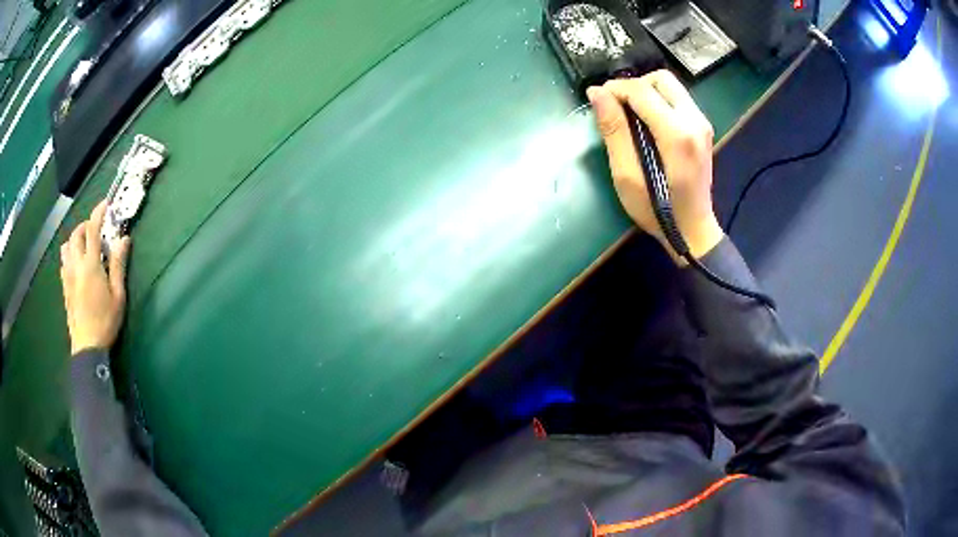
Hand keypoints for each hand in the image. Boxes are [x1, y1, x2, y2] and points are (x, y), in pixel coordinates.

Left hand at [60, 201, 130, 355]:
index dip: (98, 213)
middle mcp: (76, 265)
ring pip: (66, 246)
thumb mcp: (118, 295)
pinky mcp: (64, 286)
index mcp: (90, 265)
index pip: (92, 229)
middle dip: (85, 225)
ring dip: (75, 238)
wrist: (87, 346)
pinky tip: (76, 263)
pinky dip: (69, 253)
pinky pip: (64, 261)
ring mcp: (68, 275)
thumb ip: (119, 265)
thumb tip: (124, 239)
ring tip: (84, 244)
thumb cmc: (105, 321)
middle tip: (95, 228)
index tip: (106, 204)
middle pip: (76, 234)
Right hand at [587, 70, 723, 262]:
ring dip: (646, 92)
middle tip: (616, 105)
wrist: (692, 230)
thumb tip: (597, 93)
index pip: (642, 91)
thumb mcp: (627, 175)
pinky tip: (647, 122)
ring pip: (671, 86)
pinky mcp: (703, 128)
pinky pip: (678, 99)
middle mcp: (694, 120)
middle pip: (661, 79)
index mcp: (677, 134)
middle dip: (634, 85)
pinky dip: (658, 101)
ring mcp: (702, 123)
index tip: (597, 98)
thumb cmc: (656, 210)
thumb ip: (614, 130)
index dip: (615, 88)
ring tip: (629, 114)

## Task statement
The answer should hold every entry exactly as given and no pictures at all.

## Result
Hand keypoints for each hand in the image. Boxes are [x1, y1, x2, y2] and points are (x, y), in pixel coordinates.

Left hand at [60, 201, 130, 355]:
index dip: (98, 213)
middle mcp: (76, 265)
ring pip: (66, 246)
thumb mcp: (118, 295)
pinky mcp: (64, 286)
index mcp: (90, 265)
index pip: (92, 229)
middle dip: (85, 225)
ring dip: (75, 238)
wrist: (87, 346)
pinky tip: (76, 263)
pinky dip: (69, 253)
pinky pip: (64, 261)
ring mcp: (68, 275)
thumb ip: (119, 265)
thumb tip: (124, 239)
ring tip: (84, 244)
thumb cmc: (105, 321)
middle tip: (95, 228)
index tip: (106, 204)
middle pip: (76, 234)
Right hand at [587, 70, 723, 262]:
ring dip: (646, 92)
middle tip: (616, 105)
wrist: (692, 230)
thumb tip: (597, 93)
index pip: (642, 91)
thumb mcp: (627, 175)
pinky tip: (647, 122)
ring pip: (671, 86)
pinky mcp: (703, 128)
pinky pip: (678, 99)
middle mcp: (694, 120)
middle pip: (661, 79)
index mcp: (677, 134)
middle dip: (634, 85)
pinky dip: (658, 101)
ring mcp: (702, 123)
index tip: (597, 98)
thumb cmc: (656, 210)
thumb ip: (614, 130)
index dip: (615, 88)
ring tip: (629, 114)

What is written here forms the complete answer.